> _What you will do_
Reproduce the data below exactly as written. Pictures do not belong in the copy.

> _Collected data_

=== Begin Enclosure ===

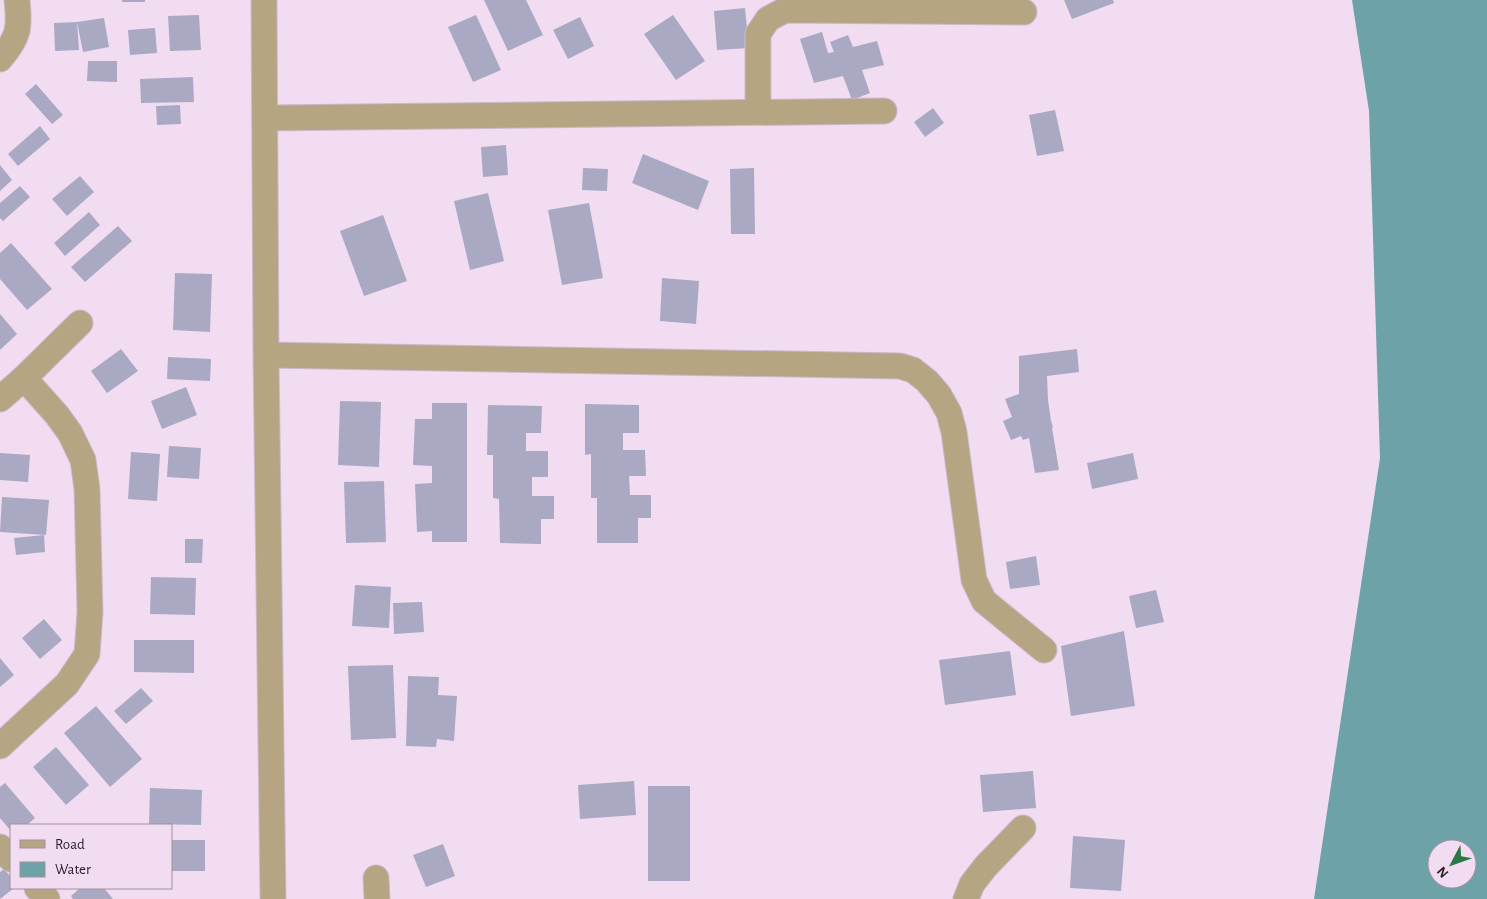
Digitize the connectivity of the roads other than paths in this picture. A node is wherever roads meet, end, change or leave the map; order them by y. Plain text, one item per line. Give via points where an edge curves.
1 (17, 0) edge
2 (264, 0) edge
3 (1024, 12) dead end
4 (0, 59) edge
5 (884, 111) dead end
6 (758, 112) junction
7 (264, 118) junction
8 (80, 323) dead end
9 (266, 355) junction
10 (24, 378) junction
11 (0, 399) edge
12 (1044, 650) dead end
13 (0, 746) edge
14 (1023, 828) dead end
15 (0, 847) edge
16 (10, 858) edge
17 (38, 889) edge
18 (47, 899) edge
19 (273, 899) edge
20 (966, 899) edge

1 - 4 street via 17,35
2 - 7 street
3 - 6 street via 785,10 768,19 758,34
5 - 6 street
6 - 7 street
7 - 9 street
8 - 10 street
9 - 12 street via 900,366 913,370 939,395 949,413 974,580 984,601
9 - 19 street
10 - 11 street
10 - 13 street via 70,433 83,460 87,490 90,612 87,654 67,684
14 - 20 street via 986,866 972,884
15 - 16 street
17 - 18 street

=== End Enclosure ===

> _Answer_
Digitize the connectivity of the roads other than paths in this picture. A node is wherever roads meet, end, change or leave the map; order them by y. Plain text, one item per line. Give via points where an edge curves.
1 (17, 0) edge
2 (264, 0) edge
3 (1024, 12) dead end
4 (0, 59) edge
5 (884, 111) dead end
6 (758, 112) junction
7 (264, 118) junction
8 (80, 323) dead end
9 (266, 355) junction
10 (24, 378) junction
11 (0, 399) edge
12 (1044, 650) dead end
13 (0, 746) edge
14 (1023, 828) dead end
15 (0, 847) edge
16 (10, 858) edge
17 (38, 889) edge
18 (47, 899) edge
19 (273, 899) edge
20 (966, 899) edge

1 - 4 street via 17,35
2 - 7 street
3 - 6 street via 785,10 768,19 758,34
5 - 6 street
6 - 7 street
7 - 9 street
8 - 10 street
9 - 12 street via 900,366 913,370 939,395 949,413 974,580 984,601
9 - 19 street
10 - 11 street
10 - 13 street via 70,433 83,460 87,490 90,612 87,654 67,684
14 - 20 street via 986,866 972,884
15 - 16 street
17 - 18 street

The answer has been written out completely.